A corporate R/3 system Philips started installing three years ago for more than 10,000 users will eventually be that backbone. But the company is only halfway through the project and will probably still run 20 per cent of its business on something other than R/3 two years from now, Sangen said.
The situation is similar at Wella AG, a maker of cosmetics and hair care products in Darmstadt, Germany.
Wella plans to start doing business online "in a very limited way" later this year, said Wolfgang Hildebrandt, the company's European manager of information technology. But that will involve only direct sales to hair salons in countries that have gone live with R/3.
The company doesn't want to set up e-commerce applications to work with homegrown systems that are scheduled to be replaced by R/3, Hildebrandt said. Fully installing SAP software in Europe could take another two years, he added.
The Internet technology in the works at SAP includes a browser-based R/3 user interface, new online sales applications aimed at users of back-office applications and a My Yahoo-like Internet portal that SAP will use to host an e-commerce marketplace connecting buyers and sellers.
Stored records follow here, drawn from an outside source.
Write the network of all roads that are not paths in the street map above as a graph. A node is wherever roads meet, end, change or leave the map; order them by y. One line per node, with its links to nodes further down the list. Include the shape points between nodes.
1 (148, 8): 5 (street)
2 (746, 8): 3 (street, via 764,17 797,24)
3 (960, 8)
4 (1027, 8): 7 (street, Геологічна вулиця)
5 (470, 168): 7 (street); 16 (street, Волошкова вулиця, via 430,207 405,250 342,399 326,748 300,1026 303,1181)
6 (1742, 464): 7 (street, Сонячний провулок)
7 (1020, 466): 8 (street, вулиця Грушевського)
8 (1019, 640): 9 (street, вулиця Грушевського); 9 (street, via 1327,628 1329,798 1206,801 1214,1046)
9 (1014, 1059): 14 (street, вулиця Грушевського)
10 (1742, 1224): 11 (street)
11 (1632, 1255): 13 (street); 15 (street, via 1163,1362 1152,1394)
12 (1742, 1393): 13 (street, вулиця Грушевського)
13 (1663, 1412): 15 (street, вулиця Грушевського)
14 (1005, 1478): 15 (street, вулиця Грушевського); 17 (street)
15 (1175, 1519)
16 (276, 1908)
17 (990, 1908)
Rival vendors are also trying to latch on to e-commerce with mixes of online business applications and their own Web marketplaces. For example, PeopleSoft has confirmed that an Internet portal it detailed last year will be formally launched in August.
SAP's mySAP.com site is scheduled to open for business in the second half of the year.
But in most cases, SAP and other vendors "are light-years ahead of their customers" on e-commerce, said Joshua Greenbaum, an analyst at Enterprise Applications Consulting.